== WORK TASK ==
Please work out how many lines in the entries contain "DRIVE", then give that number with nothing added.

┌──

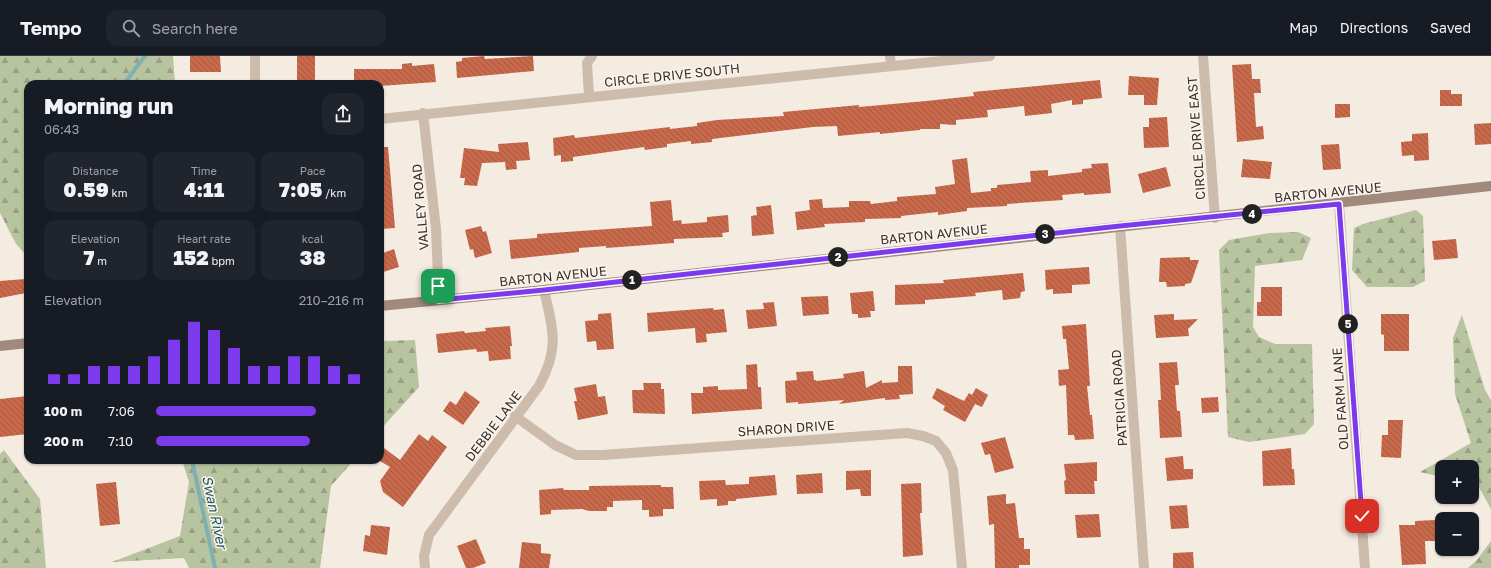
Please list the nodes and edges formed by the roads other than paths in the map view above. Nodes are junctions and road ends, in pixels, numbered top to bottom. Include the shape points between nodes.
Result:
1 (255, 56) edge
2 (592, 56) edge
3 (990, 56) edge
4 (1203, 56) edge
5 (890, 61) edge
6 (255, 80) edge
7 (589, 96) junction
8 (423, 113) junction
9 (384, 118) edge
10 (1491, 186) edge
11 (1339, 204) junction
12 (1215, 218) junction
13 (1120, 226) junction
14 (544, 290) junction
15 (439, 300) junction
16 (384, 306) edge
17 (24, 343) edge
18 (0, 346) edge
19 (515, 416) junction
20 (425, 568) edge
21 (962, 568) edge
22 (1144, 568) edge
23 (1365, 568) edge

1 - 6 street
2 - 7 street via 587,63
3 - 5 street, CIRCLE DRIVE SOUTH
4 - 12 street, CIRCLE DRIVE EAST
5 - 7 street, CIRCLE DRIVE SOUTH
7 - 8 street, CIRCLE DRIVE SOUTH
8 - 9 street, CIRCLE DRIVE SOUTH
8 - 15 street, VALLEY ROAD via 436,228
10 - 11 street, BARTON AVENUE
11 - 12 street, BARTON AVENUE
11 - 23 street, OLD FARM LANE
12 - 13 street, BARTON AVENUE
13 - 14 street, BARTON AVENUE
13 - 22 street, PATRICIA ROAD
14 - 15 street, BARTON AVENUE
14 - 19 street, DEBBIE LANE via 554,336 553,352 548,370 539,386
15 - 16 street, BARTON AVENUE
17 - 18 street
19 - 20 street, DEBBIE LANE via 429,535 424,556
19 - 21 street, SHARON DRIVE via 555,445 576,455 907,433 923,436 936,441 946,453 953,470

└──

== YOUR RESPONSE ==
6